__TASK DETAILS__.
Set down the entries once more exactly as they were written.

(Records from a data source)
_ _ _

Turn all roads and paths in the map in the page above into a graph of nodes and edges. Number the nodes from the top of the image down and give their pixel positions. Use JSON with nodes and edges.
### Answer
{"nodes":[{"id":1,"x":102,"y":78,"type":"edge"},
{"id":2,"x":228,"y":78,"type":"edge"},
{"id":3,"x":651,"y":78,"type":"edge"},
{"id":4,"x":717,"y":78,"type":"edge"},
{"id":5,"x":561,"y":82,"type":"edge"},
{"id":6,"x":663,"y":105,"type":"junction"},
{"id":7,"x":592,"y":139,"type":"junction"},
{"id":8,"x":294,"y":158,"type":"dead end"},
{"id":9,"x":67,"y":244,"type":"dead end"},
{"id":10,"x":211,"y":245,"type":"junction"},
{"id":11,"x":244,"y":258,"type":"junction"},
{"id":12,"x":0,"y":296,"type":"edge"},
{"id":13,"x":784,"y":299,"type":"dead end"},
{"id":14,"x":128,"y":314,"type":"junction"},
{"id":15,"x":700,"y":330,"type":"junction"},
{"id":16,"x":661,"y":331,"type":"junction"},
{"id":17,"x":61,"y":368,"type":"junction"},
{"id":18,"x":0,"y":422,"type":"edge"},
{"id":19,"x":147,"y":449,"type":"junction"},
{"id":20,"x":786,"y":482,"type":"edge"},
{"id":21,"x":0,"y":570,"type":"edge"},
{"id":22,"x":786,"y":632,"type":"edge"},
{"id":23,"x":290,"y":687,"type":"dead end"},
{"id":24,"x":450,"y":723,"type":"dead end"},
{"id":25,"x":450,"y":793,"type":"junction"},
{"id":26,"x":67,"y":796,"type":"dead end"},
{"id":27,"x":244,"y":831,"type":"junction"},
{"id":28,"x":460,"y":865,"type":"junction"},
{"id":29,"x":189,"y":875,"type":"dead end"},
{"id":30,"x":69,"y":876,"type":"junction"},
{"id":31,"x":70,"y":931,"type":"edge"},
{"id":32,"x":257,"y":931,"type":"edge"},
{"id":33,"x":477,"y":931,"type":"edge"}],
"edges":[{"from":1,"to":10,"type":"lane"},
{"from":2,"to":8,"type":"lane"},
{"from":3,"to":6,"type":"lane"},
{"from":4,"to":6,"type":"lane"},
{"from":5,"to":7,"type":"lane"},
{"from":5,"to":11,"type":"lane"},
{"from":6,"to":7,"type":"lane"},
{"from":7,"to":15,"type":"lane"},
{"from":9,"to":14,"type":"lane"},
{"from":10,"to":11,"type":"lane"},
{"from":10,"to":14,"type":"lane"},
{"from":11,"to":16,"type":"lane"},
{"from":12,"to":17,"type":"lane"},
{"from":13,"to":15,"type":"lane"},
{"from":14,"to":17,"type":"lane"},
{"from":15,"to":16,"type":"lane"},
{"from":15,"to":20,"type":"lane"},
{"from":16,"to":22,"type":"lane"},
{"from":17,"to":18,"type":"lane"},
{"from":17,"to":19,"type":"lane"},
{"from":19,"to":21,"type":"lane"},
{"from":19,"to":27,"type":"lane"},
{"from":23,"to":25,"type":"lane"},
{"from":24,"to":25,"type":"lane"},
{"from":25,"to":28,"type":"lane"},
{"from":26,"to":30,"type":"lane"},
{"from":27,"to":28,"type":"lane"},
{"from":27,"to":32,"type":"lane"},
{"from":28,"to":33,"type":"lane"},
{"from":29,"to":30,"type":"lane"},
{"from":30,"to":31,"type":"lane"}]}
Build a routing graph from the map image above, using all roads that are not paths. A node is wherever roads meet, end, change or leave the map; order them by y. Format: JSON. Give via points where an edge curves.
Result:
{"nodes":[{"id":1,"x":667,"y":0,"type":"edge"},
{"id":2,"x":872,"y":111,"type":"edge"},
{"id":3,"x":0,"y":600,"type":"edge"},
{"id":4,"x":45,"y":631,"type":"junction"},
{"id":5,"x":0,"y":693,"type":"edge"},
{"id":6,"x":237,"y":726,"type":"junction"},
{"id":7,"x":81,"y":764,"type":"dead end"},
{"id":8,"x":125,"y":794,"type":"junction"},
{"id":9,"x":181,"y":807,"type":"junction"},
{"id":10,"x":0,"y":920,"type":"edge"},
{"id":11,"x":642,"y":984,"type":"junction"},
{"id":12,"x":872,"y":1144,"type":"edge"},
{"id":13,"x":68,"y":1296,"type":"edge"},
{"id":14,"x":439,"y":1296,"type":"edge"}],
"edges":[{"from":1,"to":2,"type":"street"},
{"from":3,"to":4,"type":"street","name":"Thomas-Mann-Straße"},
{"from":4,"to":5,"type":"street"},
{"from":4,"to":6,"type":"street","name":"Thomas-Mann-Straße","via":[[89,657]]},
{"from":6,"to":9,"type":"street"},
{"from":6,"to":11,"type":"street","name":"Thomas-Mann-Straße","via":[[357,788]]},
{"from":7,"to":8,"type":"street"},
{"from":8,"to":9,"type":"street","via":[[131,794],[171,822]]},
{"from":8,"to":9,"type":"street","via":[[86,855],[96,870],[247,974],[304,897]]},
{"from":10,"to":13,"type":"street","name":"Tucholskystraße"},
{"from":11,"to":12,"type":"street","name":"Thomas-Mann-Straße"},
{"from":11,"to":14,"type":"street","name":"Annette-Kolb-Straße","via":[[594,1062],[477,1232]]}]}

_ _ _

__ANSWER SECTION__.
Turn all roads and paths in the map in the page above into a graph of nodes and edges. Number the nodes from the top of the image down and give their pixel positions. Use JSON with nodes and edges.
### Answer
{"nodes":[{"id":1,"x":102,"y":78,"type":"edge"},
{"id":2,"x":228,"y":78,"type":"edge"},
{"id":3,"x":651,"y":78,"type":"edge"},
{"id":4,"x":717,"y":78,"type":"edge"},
{"id":5,"x":561,"y":82,"type":"edge"},
{"id":6,"x":663,"y":105,"type":"junction"},
{"id":7,"x":592,"y":139,"type":"junction"},
{"id":8,"x":294,"y":158,"type":"dead end"},
{"id":9,"x":67,"y":244,"type":"dead end"},
{"id":10,"x":211,"y":245,"type":"junction"},
{"id":11,"x":244,"y":258,"type":"junction"},
{"id":12,"x":0,"y":296,"type":"edge"},
{"id":13,"x":784,"y":299,"type":"dead end"},
{"id":14,"x":128,"y":314,"type":"junction"},
{"id":15,"x":700,"y":330,"type":"junction"},
{"id":16,"x":661,"y":331,"type":"junction"},
{"id":17,"x":61,"y":368,"type":"junction"},
{"id":18,"x":0,"y":422,"type":"edge"},
{"id":19,"x":147,"y":449,"type":"junction"},
{"id":20,"x":786,"y":482,"type":"edge"},
{"id":21,"x":0,"y":570,"type":"edge"},
{"id":22,"x":786,"y":632,"type":"edge"},
{"id":23,"x":290,"y":687,"type":"dead end"},
{"id":24,"x":450,"y":723,"type":"dead end"},
{"id":25,"x":450,"y":793,"type":"junction"},
{"id":26,"x":67,"y":796,"type":"dead end"},
{"id":27,"x":244,"y":831,"type":"junction"},
{"id":28,"x":460,"y":865,"type":"junction"},
{"id":29,"x":189,"y":875,"type":"dead end"},
{"id":30,"x":69,"y":876,"type":"junction"},
{"id":31,"x":70,"y":931,"type":"edge"},
{"id":32,"x":257,"y":931,"type":"edge"},
{"id":33,"x":477,"y":931,"type":"edge"}],
"edges":[{"from":1,"to":10,"type":"lane"},
{"from":2,"to":8,"type":"lane"},
{"from":3,"to":6,"type":"lane"},
{"from":4,"to":6,"type":"lane"},
{"from":5,"to":7,"type":"lane"},
{"from":5,"to":11,"type":"lane"},
{"from":6,"to":7,"type":"lane"},
{"from":7,"to":15,"type":"lane"},
{"from":9,"to":14,"type":"lane"},
{"from":10,"to":11,"type":"lane"},
{"from":10,"to":14,"type":"lane"},
{"from":11,"to":16,"type":"lane"},
{"from":12,"to":17,"type":"lane"},
{"from":13,"to":15,"type":"lane"},
{"from":14,"to":17,"type":"lane"},
{"from":15,"to":16,"type":"lane"},
{"from":15,"to":20,"type":"lane"},
{"from":16,"to":22,"type":"lane"},
{"from":17,"to":18,"type":"lane"},
{"from":17,"to":19,"type":"lane"},
{"from":19,"to":21,"type":"lane"},
{"from":19,"to":27,"type":"lane"},
{"from":23,"to":25,"type":"lane"},
{"from":24,"to":25,"type":"lane"},
{"from":25,"to":28,"type":"lane"},
{"from":26,"to":30,"type":"lane"},
{"from":27,"to":28,"type":"lane"},
{"from":27,"to":32,"type":"lane"},
{"from":28,"to":33,"type":"lane"},
{"from":29,"to":30,"type":"lane"},
{"from":30,"to":31,"type":"lane"}]}
Build a routing graph from the map image above, using all roads that are not paths. A node is wherever roads meet, end, change or leave the map; order them by y. Format: JSON. Give via points where an edge curves.
Result:
{"nodes":[{"id":1,"x":667,"y":0,"type":"edge"},
{"id":2,"x":872,"y":111,"type":"edge"},
{"id":3,"x":0,"y":600,"type":"edge"},
{"id":4,"x":45,"y":631,"type":"junction"},
{"id":5,"x":0,"y":693,"type":"edge"},
{"id":6,"x":237,"y":726,"type":"junction"},
{"id":7,"x":81,"y":764,"type":"dead end"},
{"id":8,"x":125,"y":794,"type":"junction"},
{"id":9,"x":181,"y":807,"type":"junction"},
{"id":10,"x":0,"y":920,"type":"edge"},
{"id":11,"x":642,"y":984,"type":"junction"},
{"id":12,"x":872,"y":1144,"type":"edge"},
{"id":13,"x":68,"y":1296,"type":"edge"},
{"id":14,"x":439,"y":1296,"type":"edge"}],
"edges":[{"from":1,"to":2,"type":"street"},
{"from":3,"to":4,"type":"street","name":"Thomas-Mann-Straße"},
{"from":4,"to":5,"type":"street"},
{"from":4,"to":6,"type":"street","name":"Thomas-Mann-Straße","via":[[89,657]]},
{"from":6,"to":9,"type":"street"},
{"from":6,"to":11,"type":"street","name":"Thomas-Mann-Straße","via":[[357,788]]},
{"from":7,"to":8,"type":"street"},
{"from":8,"to":9,"type":"street","via":[[131,794],[171,822]]},
{"from":8,"to":9,"type":"street","via":[[86,855],[96,870],[247,974],[304,897]]},
{"from":10,"to":13,"type":"street","name":"Tucholskystraße"},
{"from":11,"to":12,"type":"street","name":"Thomas-Mann-Straße"},
{"from":11,"to":14,"type":"street","name":"Annette-Kolb-Straße","via":[[594,1062],[477,1232]]}]}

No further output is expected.